→ **Supplied records**:
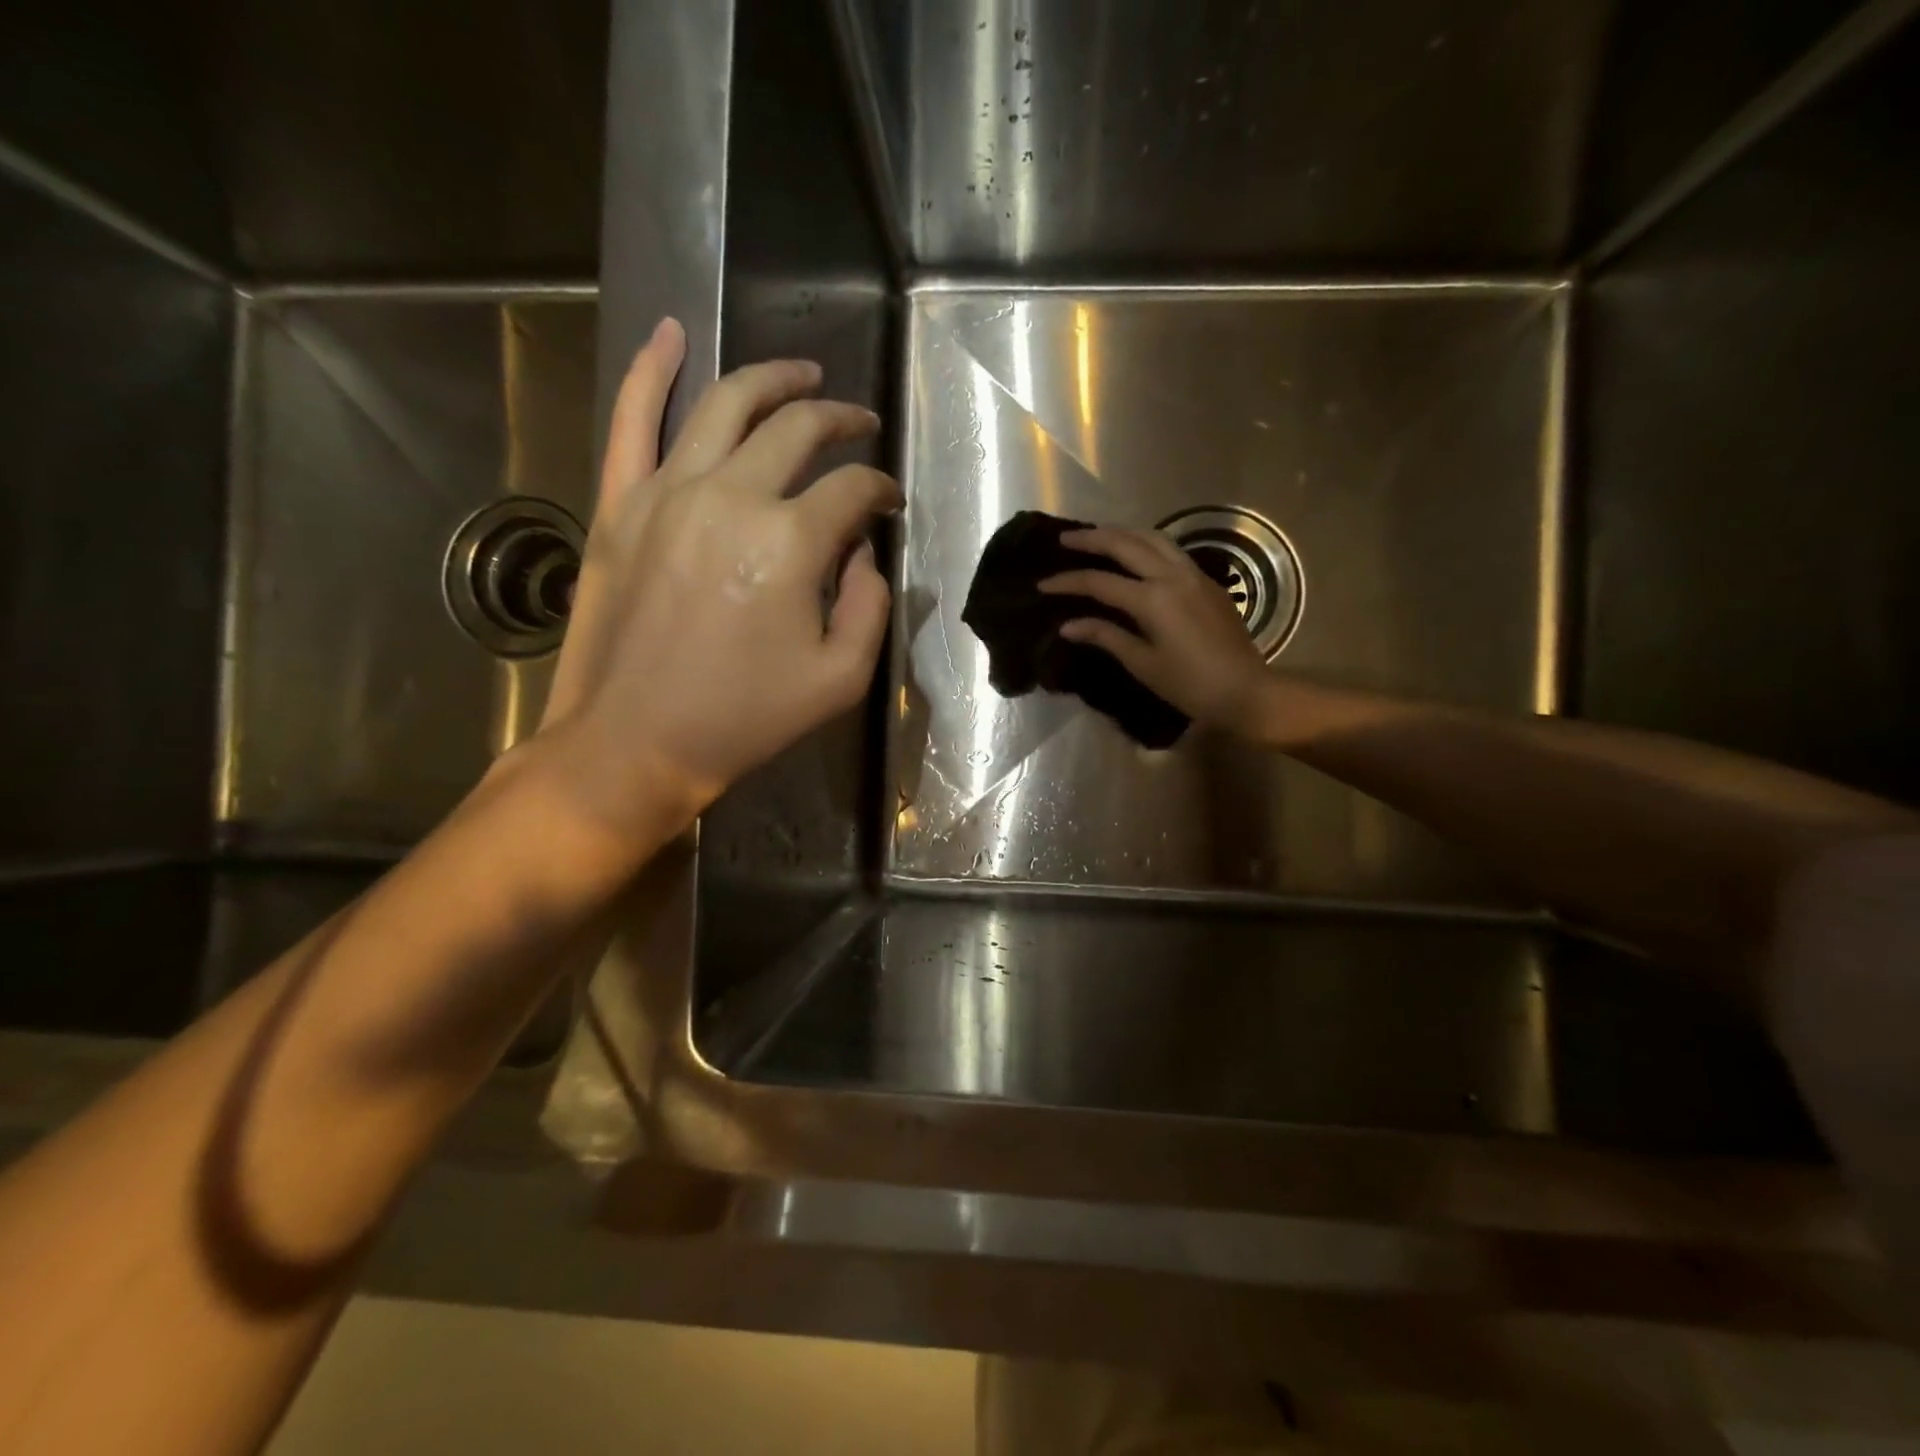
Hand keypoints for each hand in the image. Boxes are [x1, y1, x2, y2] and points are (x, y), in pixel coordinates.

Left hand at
...
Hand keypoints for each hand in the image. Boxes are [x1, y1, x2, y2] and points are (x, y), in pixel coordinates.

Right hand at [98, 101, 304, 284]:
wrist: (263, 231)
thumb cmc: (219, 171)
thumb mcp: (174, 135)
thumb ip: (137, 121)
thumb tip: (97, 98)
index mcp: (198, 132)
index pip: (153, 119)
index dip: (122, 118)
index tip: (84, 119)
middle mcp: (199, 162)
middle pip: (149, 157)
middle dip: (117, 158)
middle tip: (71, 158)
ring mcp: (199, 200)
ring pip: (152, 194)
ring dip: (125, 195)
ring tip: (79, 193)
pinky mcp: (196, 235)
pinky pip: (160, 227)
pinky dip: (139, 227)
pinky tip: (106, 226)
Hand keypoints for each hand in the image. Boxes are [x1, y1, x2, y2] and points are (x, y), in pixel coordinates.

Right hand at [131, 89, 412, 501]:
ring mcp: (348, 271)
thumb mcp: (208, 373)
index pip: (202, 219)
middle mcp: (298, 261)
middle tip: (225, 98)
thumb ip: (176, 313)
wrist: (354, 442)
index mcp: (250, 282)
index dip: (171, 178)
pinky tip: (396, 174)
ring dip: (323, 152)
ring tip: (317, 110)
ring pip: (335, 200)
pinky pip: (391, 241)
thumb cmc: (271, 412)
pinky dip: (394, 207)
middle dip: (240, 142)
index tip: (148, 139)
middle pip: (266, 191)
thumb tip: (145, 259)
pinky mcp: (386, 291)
* * *
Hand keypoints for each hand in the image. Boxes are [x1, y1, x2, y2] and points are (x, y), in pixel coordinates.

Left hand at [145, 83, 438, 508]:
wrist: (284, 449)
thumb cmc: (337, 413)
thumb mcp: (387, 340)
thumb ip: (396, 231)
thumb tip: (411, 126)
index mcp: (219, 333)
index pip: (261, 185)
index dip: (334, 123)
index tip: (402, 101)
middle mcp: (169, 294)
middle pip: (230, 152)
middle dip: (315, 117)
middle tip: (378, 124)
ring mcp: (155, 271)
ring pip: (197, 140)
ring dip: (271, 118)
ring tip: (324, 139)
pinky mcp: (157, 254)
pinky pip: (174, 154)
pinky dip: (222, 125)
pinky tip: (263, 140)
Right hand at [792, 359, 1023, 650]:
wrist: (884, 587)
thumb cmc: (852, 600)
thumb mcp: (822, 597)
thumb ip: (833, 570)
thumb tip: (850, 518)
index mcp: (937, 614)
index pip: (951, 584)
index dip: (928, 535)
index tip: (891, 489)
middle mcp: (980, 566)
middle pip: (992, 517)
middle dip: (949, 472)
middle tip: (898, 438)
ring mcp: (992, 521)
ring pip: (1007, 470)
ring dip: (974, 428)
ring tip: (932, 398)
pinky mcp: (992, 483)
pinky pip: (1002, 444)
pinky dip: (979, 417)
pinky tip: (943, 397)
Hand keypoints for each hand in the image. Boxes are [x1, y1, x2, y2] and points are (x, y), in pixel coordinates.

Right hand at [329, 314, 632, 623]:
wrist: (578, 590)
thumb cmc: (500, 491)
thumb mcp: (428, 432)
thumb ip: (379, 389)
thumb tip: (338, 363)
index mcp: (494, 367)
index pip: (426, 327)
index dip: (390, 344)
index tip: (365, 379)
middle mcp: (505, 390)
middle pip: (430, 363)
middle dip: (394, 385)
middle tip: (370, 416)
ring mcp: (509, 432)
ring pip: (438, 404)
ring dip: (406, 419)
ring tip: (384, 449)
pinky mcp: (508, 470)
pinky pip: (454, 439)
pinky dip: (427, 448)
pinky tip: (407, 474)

→ **Task to complete**: Return each line from the material that includes the string "Right".

→ **Result below**:
Right hand at [98, 101, 304, 284]:
Right hand at [131, 89, 412, 501]:
Right hand at [792, 359, 1023, 650]:
Right hand at [329, 314, 632, 623]:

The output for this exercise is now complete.